··· Recorded data ···

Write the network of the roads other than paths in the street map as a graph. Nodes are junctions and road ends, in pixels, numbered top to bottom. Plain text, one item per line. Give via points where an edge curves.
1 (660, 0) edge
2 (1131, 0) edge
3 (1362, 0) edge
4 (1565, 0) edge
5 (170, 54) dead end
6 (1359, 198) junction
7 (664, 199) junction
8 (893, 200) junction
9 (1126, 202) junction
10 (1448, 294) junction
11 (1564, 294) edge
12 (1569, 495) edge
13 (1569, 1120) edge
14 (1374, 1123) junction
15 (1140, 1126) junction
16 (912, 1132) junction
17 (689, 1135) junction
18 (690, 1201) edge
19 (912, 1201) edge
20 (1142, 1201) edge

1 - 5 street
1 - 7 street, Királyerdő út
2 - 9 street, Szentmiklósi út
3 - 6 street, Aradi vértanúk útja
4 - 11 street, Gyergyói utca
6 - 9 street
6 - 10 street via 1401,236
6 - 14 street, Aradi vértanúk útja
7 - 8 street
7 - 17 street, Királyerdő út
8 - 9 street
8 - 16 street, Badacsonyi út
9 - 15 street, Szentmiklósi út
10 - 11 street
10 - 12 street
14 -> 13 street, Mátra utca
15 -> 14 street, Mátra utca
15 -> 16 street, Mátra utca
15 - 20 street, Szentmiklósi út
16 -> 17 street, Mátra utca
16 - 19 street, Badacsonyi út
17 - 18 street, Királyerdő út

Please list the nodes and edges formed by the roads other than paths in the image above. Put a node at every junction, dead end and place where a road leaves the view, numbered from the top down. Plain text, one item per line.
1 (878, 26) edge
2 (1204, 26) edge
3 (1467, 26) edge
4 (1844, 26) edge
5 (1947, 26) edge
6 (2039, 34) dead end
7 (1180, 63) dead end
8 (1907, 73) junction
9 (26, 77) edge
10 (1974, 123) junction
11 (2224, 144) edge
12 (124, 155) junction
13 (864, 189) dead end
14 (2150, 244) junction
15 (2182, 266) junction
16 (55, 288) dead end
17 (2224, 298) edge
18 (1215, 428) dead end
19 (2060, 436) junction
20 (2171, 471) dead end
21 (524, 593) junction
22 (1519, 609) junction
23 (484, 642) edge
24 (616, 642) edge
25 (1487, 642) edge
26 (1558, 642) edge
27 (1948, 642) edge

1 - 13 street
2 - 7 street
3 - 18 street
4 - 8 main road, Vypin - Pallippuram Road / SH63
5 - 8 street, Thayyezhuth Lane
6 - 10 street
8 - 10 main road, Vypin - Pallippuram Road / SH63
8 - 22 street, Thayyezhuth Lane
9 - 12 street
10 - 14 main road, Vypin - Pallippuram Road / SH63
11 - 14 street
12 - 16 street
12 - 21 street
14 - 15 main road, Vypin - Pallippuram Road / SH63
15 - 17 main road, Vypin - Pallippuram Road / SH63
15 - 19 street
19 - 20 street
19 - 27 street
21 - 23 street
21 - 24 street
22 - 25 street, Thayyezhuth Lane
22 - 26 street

···

- [Assignment]:
Write out every record again, exactly as it was written.

- [Task answer]:
Write the network of the roads other than paths in the street map as a graph. Nodes are junctions and road ends, in pixels, numbered top to bottom. Plain text, one item per line. Give via points where an edge curves.
1 (660, 0) edge
2 (1131, 0) edge
3 (1362, 0) edge
4 (1565, 0) edge
5 (170, 54) dead end
6 (1359, 198) junction
7 (664, 199) junction
8 (893, 200) junction
9 (1126, 202) junction
10 (1448, 294) junction
11 (1564, 294) edge
12 (1569, 495) edge
13 (1569, 1120) edge
14 (1374, 1123) junction
15 (1140, 1126) junction
16 (912, 1132) junction
17 (689, 1135) junction
18 (690, 1201) edge
19 (912, 1201) edge
20 (1142, 1201) edge

1 - 5 street
1 - 7 street, Királyerdő út
2 - 9 street, Szentmiklósi út
3 - 6 street, Aradi vértanúk útja
4 - 11 street, Gyergyói utca
6 - 9 street
6 - 10 street via 1401,236
6 - 14 street, Aradi vértanúk útja
7 - 8 street
7 - 17 street, Királyerdő út
8 - 9 street
8 - 16 street, Badacsonyi út
9 - 15 street, Szentmiklósi út
10 - 11 street
10 - 12 street
14 -> 13 street, Mátra utca
15 -> 14 street, Mátra utca
15 -> 16 street, Mátra utca
15 - 20 street, Szentmiklósi út
16 -> 17 street, Mátra utca
16 - 19 street, Badacsonyi út
17 - 18 street, Királyerdő út

Please list the nodes and edges formed by the roads other than paths in the image above. Put a node at every junction, dead end and place where a road leaves the view, numbered from the top down. Plain text, one item per line.
1 (878, 26) edge
2 (1204, 26) edge
3 (1467, 26) edge
4 (1844, 26) edge
5 (1947, 26) edge
6 (2039, 34) dead end
7 (1180, 63) dead end
8 (1907, 73) junction
9 (26, 77) edge
10 (1974, 123) junction
11 (2224, 144) edge
12 (124, 155) junction
13 (864, 189) dead end
14 (2150, 244) junction
15 (2182, 266) junction
16 (55, 288) dead end
17 (2224, 298) edge
18 (1215, 428) dead end
19 (2060, 436) junction
20 (2171, 471) dead end
21 (524, 593) junction
22 (1519, 609) junction
23 (484, 642) edge
24 (616, 642) edge
25 (1487, 642) edge
26 (1558, 642) edge
27 (1948, 642) edge

1 - 13 street
2 - 7 street
3 - 18 street
4 - 8 main road, Vypin - Pallippuram Road / SH63
5 - 8 street, Thayyezhuth Lane
6 - 10 street
8 - 10 main road, Vypin - Pallippuram Road / SH63
8 - 22 street, Thayyezhuth Lane
9 - 12 street
10 - 14 main road, Vypin - Pallippuram Road / SH63
11 - 14 street
12 - 16 street
12 - 21 street
14 - 15 main road, Vypin - Pallippuram Road / SH63
15 - 17 main road, Vypin - Pallippuram Road / SH63
15 - 19 street
19 - 20 street
19 - 27 street
21 - 23 street
21 - 24 street
22 - 25 street, Thayyezhuth Lane
22 - 26 street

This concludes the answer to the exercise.